Andrew’s story
Wild Wheat turns 21 years old in October of this year. I am not one for celebrating milestones but given these strange times, it’s a good chance to reflect on all those years.
My wife suggested very early in lockdown that it could be an opportune moment to tell a more detailed story of who Andrew Fearnside is and what Wild Wheat is to me. An opportune moment to reflect on what it means to me to do what I do.
I will always tell anyone who asks that I feel very fortunate to have known from a very young age that I enjoyed to cook. From as early as I can remember I was happy in the kitchen pottering around with various simple cake and biscuit recipes. My mum was a great enabler in fueling that interest early on. I remember cutting out recipes from the Auckland Star which were purpose-designed for young kids: very simple recipes with step-by-step instructions and basic pictures as well.
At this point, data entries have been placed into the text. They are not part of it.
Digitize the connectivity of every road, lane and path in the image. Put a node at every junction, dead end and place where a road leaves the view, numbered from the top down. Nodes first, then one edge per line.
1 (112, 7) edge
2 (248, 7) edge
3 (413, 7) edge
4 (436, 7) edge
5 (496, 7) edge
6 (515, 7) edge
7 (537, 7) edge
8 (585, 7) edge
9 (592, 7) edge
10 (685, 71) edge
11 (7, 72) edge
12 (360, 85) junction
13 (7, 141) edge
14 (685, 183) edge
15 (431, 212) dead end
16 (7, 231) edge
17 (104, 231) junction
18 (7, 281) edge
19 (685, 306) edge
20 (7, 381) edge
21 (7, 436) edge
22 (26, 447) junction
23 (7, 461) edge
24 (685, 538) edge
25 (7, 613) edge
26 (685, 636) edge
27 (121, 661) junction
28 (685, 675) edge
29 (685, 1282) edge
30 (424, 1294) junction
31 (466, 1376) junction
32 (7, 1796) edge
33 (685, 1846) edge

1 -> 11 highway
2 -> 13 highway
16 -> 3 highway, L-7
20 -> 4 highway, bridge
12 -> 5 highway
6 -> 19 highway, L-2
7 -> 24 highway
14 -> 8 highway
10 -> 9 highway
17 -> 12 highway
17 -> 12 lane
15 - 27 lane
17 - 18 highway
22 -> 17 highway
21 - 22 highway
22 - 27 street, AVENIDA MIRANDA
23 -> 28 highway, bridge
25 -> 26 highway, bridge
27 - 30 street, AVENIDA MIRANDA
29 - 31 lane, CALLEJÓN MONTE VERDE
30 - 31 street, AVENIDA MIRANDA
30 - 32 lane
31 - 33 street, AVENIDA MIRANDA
I ended up with a couple of scrapbooks full and I was often making batches of fudge, chocolate caramel slice and ginger crunch. It didn’t take me long to realise I wanted to be a chef.
The starter
At the beginning of sixth form I left school for an apprenticeship of sorts through AUT. I worked in various restaurants around Auckland until I turned 21, when London and the Big OE called. Since school, I had done nothing but work unsociable hours and weekends and my OE gave me the chance to live a normal life hanging out with new friends. It took me nearly two years to get back into a kitchen. When I did, I landed a job on cold larder in a restaurant by Tower Bridge, Le Pont De La Tour. It was the biggest kitchen I had ever worked in – very fast paced and very long hours. I would arrive at the end of my working week exhausted. It was not uncommon to work a couple of 16 hour shifts in a row, punctuated by only 4-5 hours’ sleep.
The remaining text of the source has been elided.